Par ailleurs, monsieur le président de la commission, prévoir un rapport évite que l’on n’oublie l’engagement pris au travers de la loi.
M. le président. La parole est à M. le président de la commission.
M. Alain Milon, président de la commission des affaires sociales. Comme le disait il y a quelques années une ministre de la santé, inscrire quelque chose dans la loi ne mange pas de pain ! Certes, sauf que cela entraîne un travail supplémentaire pour les fonctionnaires du ministère du travail, d’autant que le site de ce dernier fournit déjà tous les renseignements voulus. On y trouve la quasi-totalité des informations désirées.
Par ailleurs, lors d’une question orale adressée il y a quelques semaines à Mme Ségolène Neuville sur la nécessité de remettre un rapport sur le plan « autisme », Mme la secrétaire d'État nous a répondu qu’elle se tenait à notre disposition pour nous faire elle-même ce rapport. Nous l’avons donc auditionnée, et elle nous a appris tout ce que nous souhaitions savoir. A-t-il été besoin d’exiger pour cela un rapport écrit, qui aurait été rangé sur les étagères de nos bibliothèques et qui n’aurait plus servi à rien ensuite ?

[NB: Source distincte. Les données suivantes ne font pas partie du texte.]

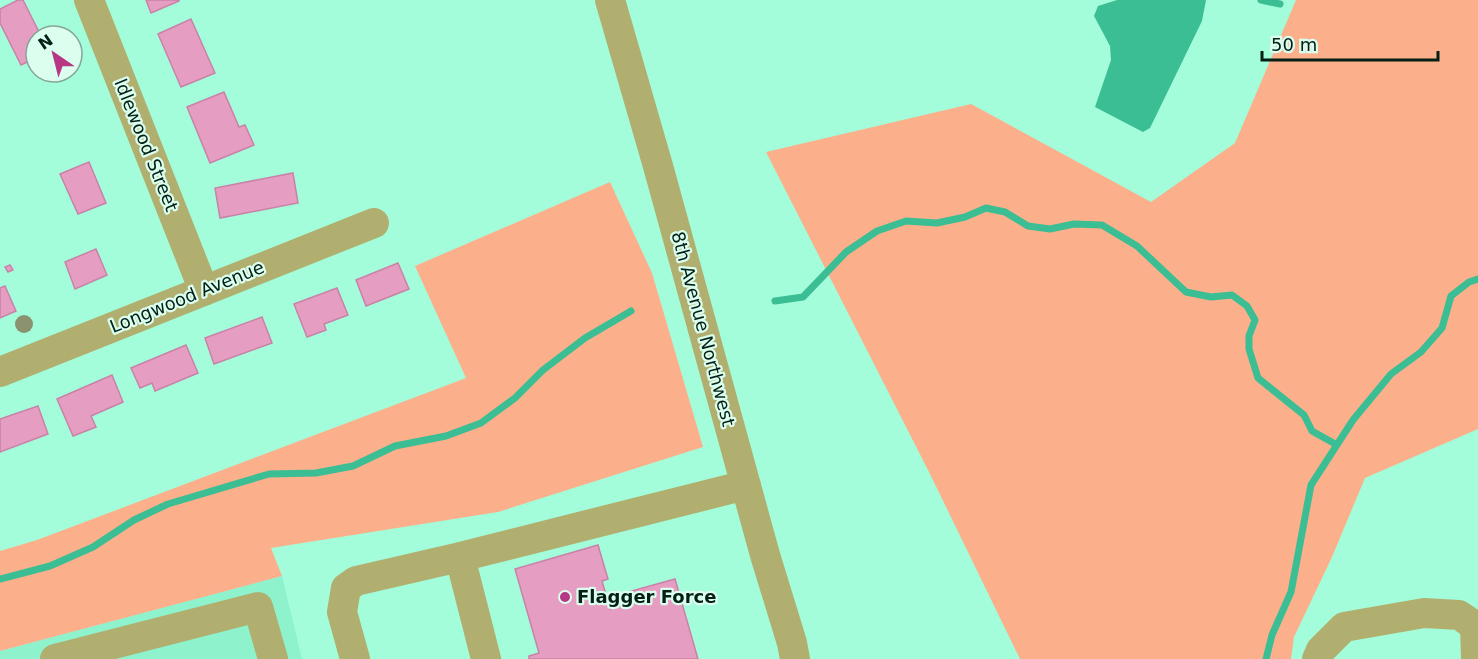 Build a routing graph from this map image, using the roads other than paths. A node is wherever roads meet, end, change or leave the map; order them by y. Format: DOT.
graph roads {
  1 [pos="89,0"];
  2 [pos="610,0"];
  3 [pos="374,223"];
  4 [pos="204,291"];
  5 [pos="0,372"];
  6 [pos="746,485"];
  7 [pos="460,557"];
  8 [pos="55,659"];
  9 [pos="273,659"];
  10 [pos="355,659"];
  11 [pos="486,659"];
  12 [pos="795,659"];
  13 [pos="1317,659"];
  14 [pos="1476,659"];
  1 -- 4 [label="street, Idlewood Street"];
  2 -- 6 [label="street, 8th Avenue Northwest"];
  3 -- 4 [label="street, Longwood Avenue"];
  4 -- 5 [label="street, Longwood Avenue"];
  6 -- 7 [label="street"];
  6 -- 12 [label="street, 8th Avenue Northwest"];
  7 -- 10 [label="street"];
  7 -- 11 [label="street"];
  8 -- 9 [label="street"];
  13 -- 14 [label="street"];
} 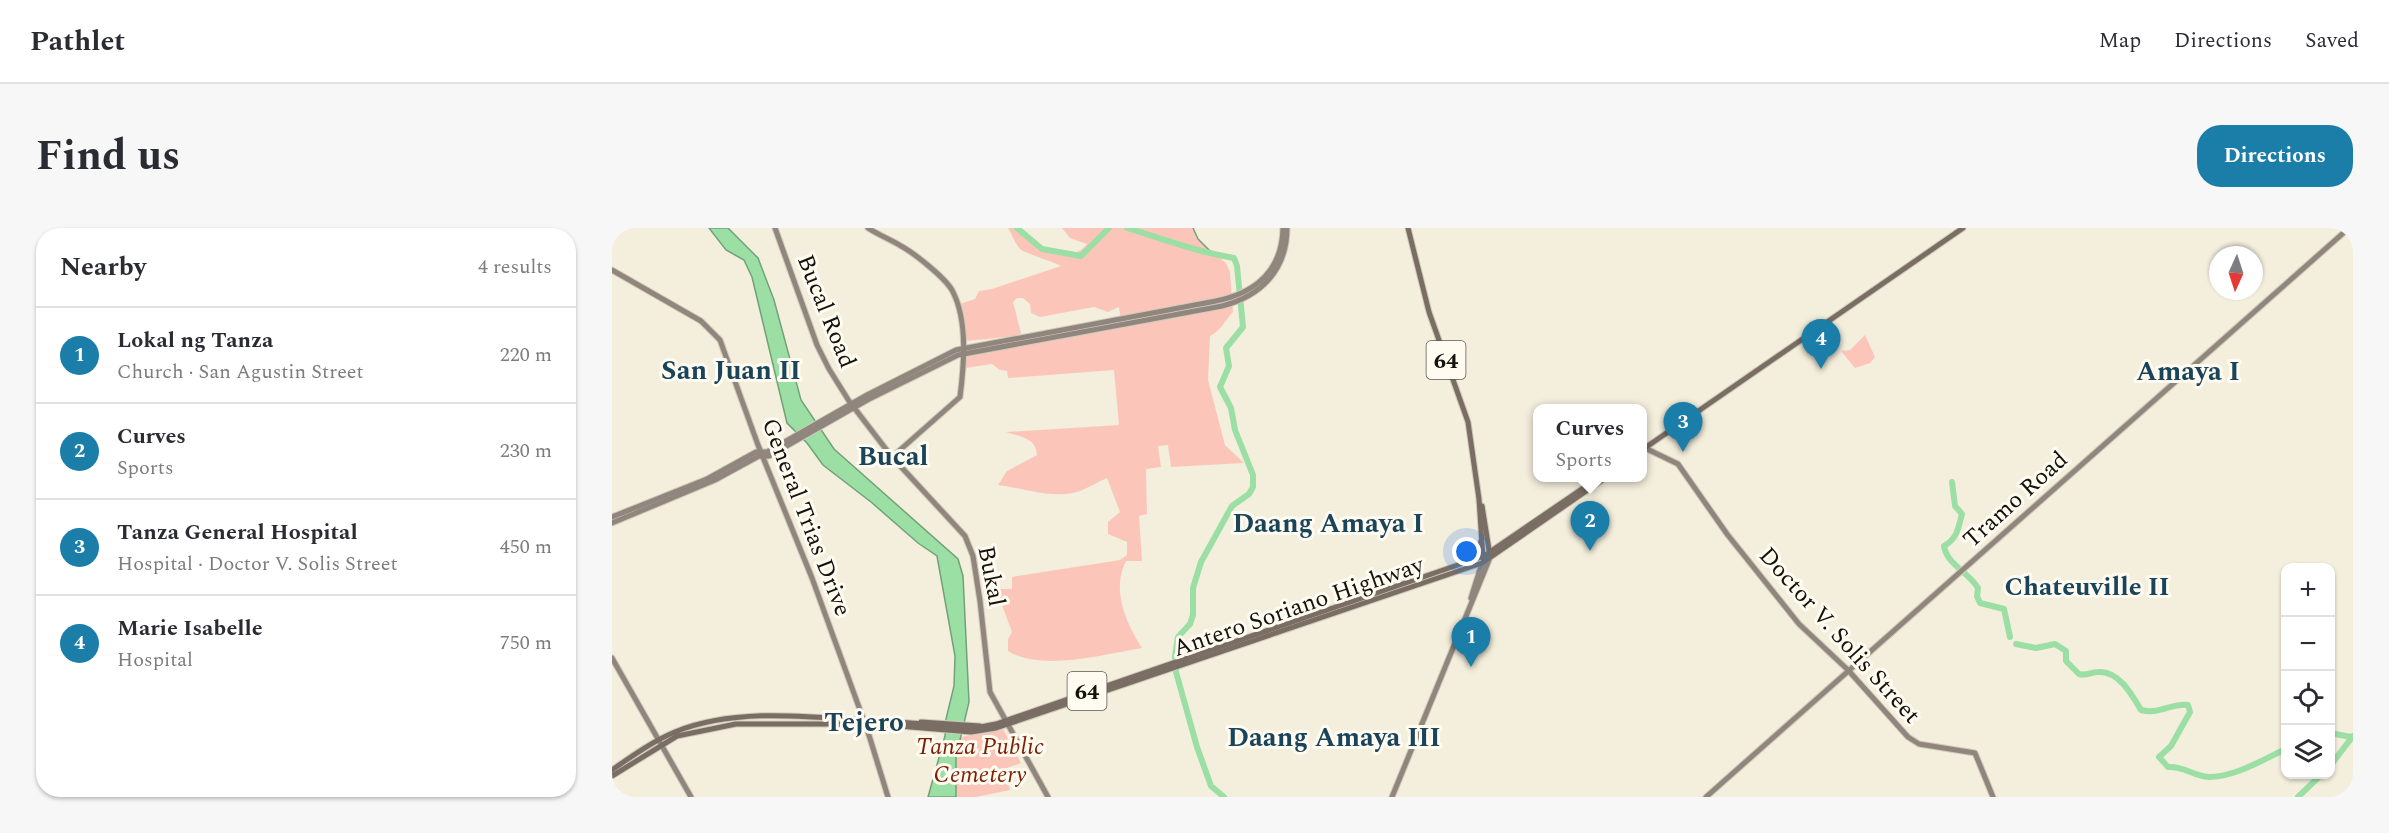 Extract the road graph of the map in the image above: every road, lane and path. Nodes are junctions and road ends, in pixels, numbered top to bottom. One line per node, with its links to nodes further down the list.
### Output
1 (775, 228): 9 (street, Bucal Road)
2 (868, 228): 8 (street)
3 (1285, 228): 8 (street)
4 (1408, 228): 19 (main road, 64)
5 (1963, 228): 10 (main road)
6 (2349, 228): 27 (street, Tramo Road)
7 (612, 270): 12 (street, General Trias Drive)
8 (963, 351): 9 (street); 13 (street)
9 (853, 406): 12 (street); 13 (street, Bukal)
10 (1647, 446)
11 (1647, 451): 27 (street, Doctor V. Solis Street)
12 (762, 454): 14 (street); 28 (street, General Trias Drive)
13 (892, 457): 29 (street, Bukal)
14 (727, 471): 17 (street); 18 (street)
15 (1591, 482): 20 (main road, Antero Soriano Highway)
16 (1598, 482): 21 (main road, Antero Soriano Highway)
17 (612, 517)
18 (612, 523)
19 (1485, 535): 20 (main road); 21 (main road, 64); 22 (main road)
20 (1507, 540): 21 (main road, Antero Soriano Highway)
21 (1488, 556): 22 (main road, Antero Soriano Highway / 64); 23 (main road, 64); 24 (street)
22 (1466, 561): 26 (main road, Antero Soriano Highway / 64)
23 (1482, 563): 24 (street); 26 (main road, Antero Soriano Highway / 64)
24 (1470, 604): 38 (street)
25 (612, 658): 32 (street)
26 (1186, 660): 29 (main road, Antero Soriano Highway / 64)
27 (1848, 670): 39 (street, Tramo Road); 40 (street, Doctor V. Solis Street)
28 (864, 722): 30 (main road, Antero Soriano Highway / 64); 32 (main road, Antero Soriano Highway / 64); 36 (street, General Trias Drive)
29 (1006, 723): 31 (main road, Antero Soriano Highway / 64); 37 (street, Bukal)
30 (916, 725): 31 (main road, Antero Soriano Highway / 64); 31 (main road, Antero Soriano Highway / 64)
31 (972, 728)
32 (661, 742): 33 (main road, Antero Soriano Highway / 64); 34 (main road, Antero Soriano Highway / 64); 35 (street)
33 (612, 770)
34 (612, 776)
35 (691, 797)
36 (888, 797)
37 (1047, 797)
38 (1392, 797)
39 (1706, 797)
40 (1993, 797) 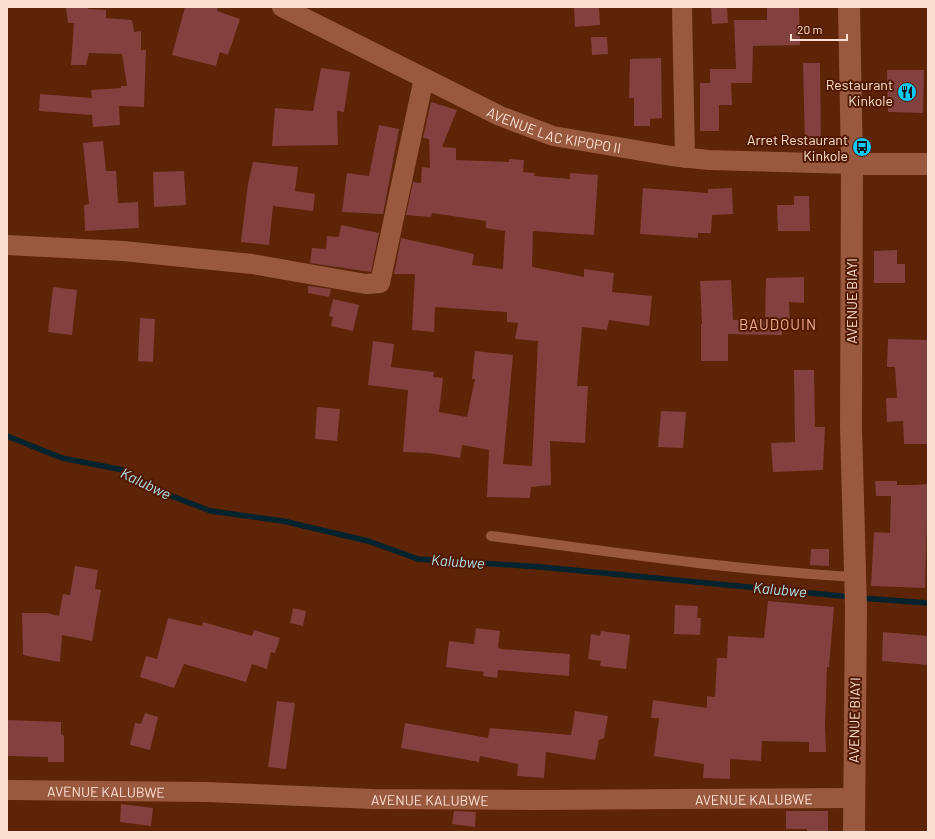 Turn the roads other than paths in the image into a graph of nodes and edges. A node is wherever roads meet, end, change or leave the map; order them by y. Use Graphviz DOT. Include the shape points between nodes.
graph roads {
  1 [pos="282,7"];
  2 [pos="682,7"];
  3 [pos="849,7"];
  4 [pos="424,78"];
  5 [pos="685,158"];
  6 [pos="852,164"];
  7 [pos="928,164"];
  8 [pos="7,245"];
  9 [pos="491,536"];
  10 [pos="855,593"];
  11 [pos="7,790"];
  12 [pos="853,798"];
  13 [pos="854,832"];
  1 -- 4 [label="street, AVENUE LAC KIPOPO II"];
  2 -- 5 [label="street"];
  3 -- 6 [label="street, AVENUE BIAYI"];
  4 -- 5 [label="street, AVENUE LAC KIPOPO II" via="500,116 553,136 588,144"];
  4 -- 8 [label="street" via="380,283 366,284 244,263 123,251"];
  5 -- 6 [label="street, AVENUE LAC KIPOPO II"];
  6 -- 7 [label="street"];
  6 -- 10 [label="street, AVENUE BIAYI" via="850,413"];
  9 -- 10 [label="lane" via="685,562 805,574"];
  10 -- 12 [label="street, AVENUE BIAYI"];
  11 -- 12 [label="street, AVENUE KALUBWE" via="198,792 372,799"];
  12 -- 13 [label="street, AVENUE BIAYI"];
}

De grâce, laissons travailler les services des différents ministères ! Laissons-leur le temps de faire autre chose que de répondre de manière systématique et obligatoire, parce que la loi le prévoit, aux différentes questions des parlementaires.
De surcroît, dois-je rappeler que des séances de questions orales sont prévues dans notre assemblée un mardi matin sur deux ? Les ministres planchent pour nous apporter des réponses qui, de toute façon, ne nous satisfont jamais.
De plus, un dispositif de questions écrites a été mis en place. Selon le secrétaire d'État chargé des relations avec le Parlement, des milliers de questions sont envoyées aux différents ministères. Entre 68 % et 70 % d’entre elles reçoivent des réponses et 30 % n’en obtiennent jamais. Sachons donc rester lucides et laissons les ministères travailler. Quand nous avons besoin d’informations, allons les chercher sur le site des différents ministères ou posons directement la question au ministre concerné.